◆ **EXERCISE**
The data should be written out in full, exactly as it stands, and the pictures dropped.

(Stored data)
════════
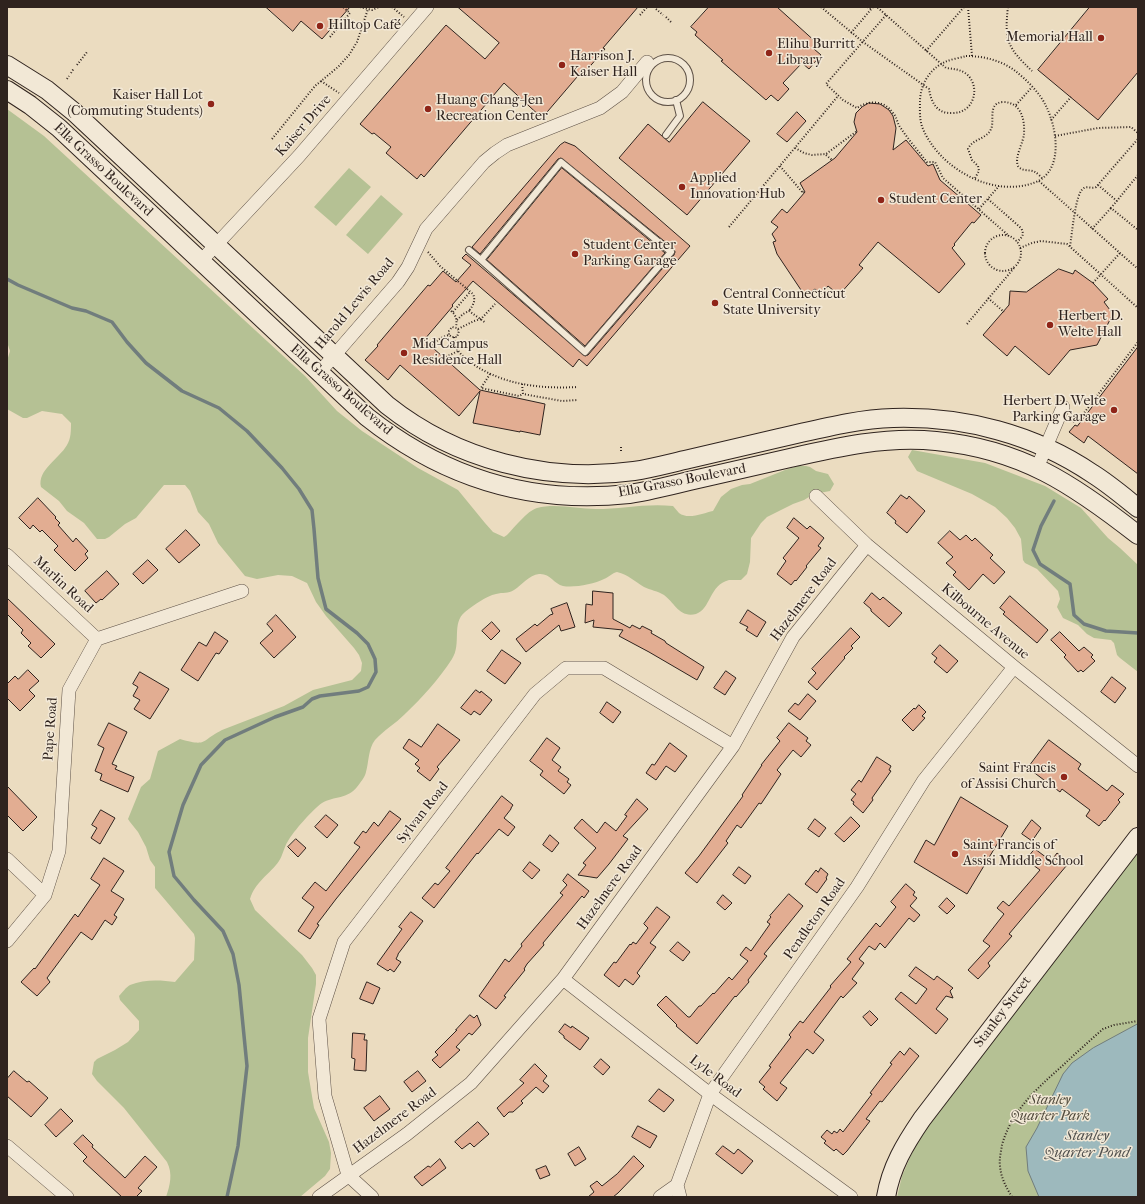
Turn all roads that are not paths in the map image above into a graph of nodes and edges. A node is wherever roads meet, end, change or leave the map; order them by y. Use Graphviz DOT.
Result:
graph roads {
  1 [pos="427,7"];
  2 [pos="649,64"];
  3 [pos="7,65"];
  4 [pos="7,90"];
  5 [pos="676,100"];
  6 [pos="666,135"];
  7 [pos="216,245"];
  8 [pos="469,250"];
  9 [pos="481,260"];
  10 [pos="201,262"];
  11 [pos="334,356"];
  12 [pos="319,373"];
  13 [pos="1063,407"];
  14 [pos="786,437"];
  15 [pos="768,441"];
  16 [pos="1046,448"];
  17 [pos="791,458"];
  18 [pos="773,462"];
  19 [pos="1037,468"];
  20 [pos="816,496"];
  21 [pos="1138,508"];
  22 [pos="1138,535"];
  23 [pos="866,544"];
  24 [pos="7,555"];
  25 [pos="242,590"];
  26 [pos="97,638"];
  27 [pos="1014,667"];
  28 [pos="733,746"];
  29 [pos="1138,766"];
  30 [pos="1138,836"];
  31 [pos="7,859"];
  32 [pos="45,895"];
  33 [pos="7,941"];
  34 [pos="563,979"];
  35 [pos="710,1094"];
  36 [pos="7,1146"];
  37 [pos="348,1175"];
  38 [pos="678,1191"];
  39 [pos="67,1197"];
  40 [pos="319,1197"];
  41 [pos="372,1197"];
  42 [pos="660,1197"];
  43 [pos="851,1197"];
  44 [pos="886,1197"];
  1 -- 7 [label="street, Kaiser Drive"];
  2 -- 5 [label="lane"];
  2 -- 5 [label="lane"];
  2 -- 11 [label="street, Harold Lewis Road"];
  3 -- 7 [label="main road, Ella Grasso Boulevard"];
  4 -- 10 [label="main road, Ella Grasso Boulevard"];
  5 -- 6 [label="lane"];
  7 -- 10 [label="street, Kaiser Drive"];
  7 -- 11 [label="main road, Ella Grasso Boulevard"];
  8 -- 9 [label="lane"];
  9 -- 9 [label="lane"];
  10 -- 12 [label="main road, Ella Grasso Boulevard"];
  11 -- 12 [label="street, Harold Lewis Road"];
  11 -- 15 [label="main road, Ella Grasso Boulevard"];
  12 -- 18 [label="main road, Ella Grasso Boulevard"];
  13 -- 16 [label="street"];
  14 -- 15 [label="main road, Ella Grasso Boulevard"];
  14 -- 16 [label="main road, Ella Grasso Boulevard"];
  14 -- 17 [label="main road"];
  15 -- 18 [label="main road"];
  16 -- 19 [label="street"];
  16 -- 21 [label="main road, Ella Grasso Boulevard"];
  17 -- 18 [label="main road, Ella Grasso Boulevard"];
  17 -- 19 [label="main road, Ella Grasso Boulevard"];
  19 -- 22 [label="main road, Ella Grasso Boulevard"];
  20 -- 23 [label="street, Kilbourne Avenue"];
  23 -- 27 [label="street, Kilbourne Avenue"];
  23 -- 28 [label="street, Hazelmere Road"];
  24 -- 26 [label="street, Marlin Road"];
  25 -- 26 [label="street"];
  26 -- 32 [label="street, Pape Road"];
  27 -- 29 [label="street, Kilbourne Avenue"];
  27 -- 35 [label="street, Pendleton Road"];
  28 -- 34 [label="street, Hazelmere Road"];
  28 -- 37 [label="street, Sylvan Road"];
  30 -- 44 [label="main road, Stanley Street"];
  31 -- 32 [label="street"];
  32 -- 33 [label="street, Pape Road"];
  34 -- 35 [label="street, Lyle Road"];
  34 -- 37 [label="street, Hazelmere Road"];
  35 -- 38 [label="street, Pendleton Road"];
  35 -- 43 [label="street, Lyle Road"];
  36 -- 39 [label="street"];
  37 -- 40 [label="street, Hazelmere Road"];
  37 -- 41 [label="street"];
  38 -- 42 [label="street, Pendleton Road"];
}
════════
◆ **RESPONSE**
Turn all roads that are not paths in the map image above into a graph of nodes and edges. A node is wherever roads meet, end, change or leave the map; order them by y. Use Graphviz DOT.
Result:
graph roads {
  1 [pos="427,7"];
  2 [pos="649,64"];
  3 [pos="7,65"];
  4 [pos="7,90"];
  5 [pos="676,100"];
  6 [pos="666,135"];
  7 [pos="216,245"];
  8 [pos="469,250"];
  9 [pos="481,260"];
  10 [pos="201,262"];
  11 [pos="334,356"];
  12 [pos="319,373"];
  13 [pos="1063,407"];
  14 [pos="786,437"];
  15 [pos="768,441"];
  16 [pos="1046,448"];
  17 [pos="791,458"];
  18 [pos="773,462"];
  19 [pos="1037,468"];
  20 [pos="816,496"];
  21 [pos="1138,508"];
  22 [pos="1138,535"];
  23 [pos="866,544"];
  24 [pos="7,555"];
  25 [pos="242,590"];
  26 [pos="97,638"];
  27 [pos="1014,667"];
  28 [pos="733,746"];
  29 [pos="1138,766"];
  30 [pos="1138,836"];
  31 [pos="7,859"];
  32 [pos="45,895"];
  33 [pos="7,941"];
  34 [pos="563,979"];
  35 [pos="710,1094"];
  36 [pos="7,1146"];
  37 [pos="348,1175"];
  38 [pos="678,1191"];
  39 [pos="67,1197"];
  40 [pos="319,1197"];
  41 [pos="372,1197"];
  42 [pos="660,1197"];
  43 [pos="851,1197"];
  44 [pos="886,1197"];
  1 -- 7 [label="street, Kaiser Drive"];
  2 -- 5 [label="lane"];
  2 -- 5 [label="lane"];
  2 -- 11 [label="street, Harold Lewis Road"];
  3 -- 7 [label="main road, Ella Grasso Boulevard"];
  4 -- 10 [label="main road, Ella Grasso Boulevard"];
  5 -- 6 [label="lane"];
  7 -- 10 [label="street, Kaiser Drive"];
  7 -- 11 [label="main road, Ella Grasso Boulevard"];
  8 -- 9 [label="lane"];
  9 -- 9 [label="lane"];
  10 -- 12 [label="main road, Ella Grasso Boulevard"];
  11 -- 12 [label="street, Harold Lewis Road"];
  11 -- 15 [label="main road, Ella Grasso Boulevard"];
  12 -- 18 [label="main road, Ella Grasso Boulevard"];
  13 -- 16 [label="street"];
  14 -- 15 [label="main road, Ella Grasso Boulevard"];
  14 -- 16 [label="main road, Ella Grasso Boulevard"];
  14 -- 17 [label="main road"];
  15 -- 18 [label="main road"];
  16 -- 19 [label="street"];
  16 -- 21 [label="main road, Ella Grasso Boulevard"];
  17 -- 18 [label="main road, Ella Grasso Boulevard"];
  17 -- 19 [label="main road, Ella Grasso Boulevard"];
  19 -- 22 [label="main road, Ella Grasso Boulevard"];
  20 -- 23 [label="street, Kilbourne Avenue"];
  23 -- 27 [label="street, Kilbourne Avenue"];
  23 -- 28 [label="street, Hazelmere Road"];
  24 -- 26 [label="street, Marlin Road"];
  25 -- 26 [label="street"];
  26 -- 32 [label="street, Pape Road"];
  27 -- 29 [label="street, Kilbourne Avenue"];
  27 -- 35 [label="street, Pendleton Road"];
  28 -- 34 [label="street, Hazelmere Road"];
  28 -- 37 [label="street, Sylvan Road"];
  30 -- 44 [label="main road, Stanley Street"];
  31 -- 32 [label="street"];
  32 -- 33 [label="street, Pape Road"];
  34 -- 35 [label="street, Lyle Road"];
  34 -- 37 [label="street, Hazelmere Road"];
  35 -- 38 [label="street, Pendleton Road"];
  35 -- 43 [label="street, Lyle Road"];
  36 -- 39 [label="street"];
  37 -- 40 [label="street, Hazelmere Road"];
  37 -- 41 [label="street"];
  38 -- 42 [label="street, Pendleton Road"];
}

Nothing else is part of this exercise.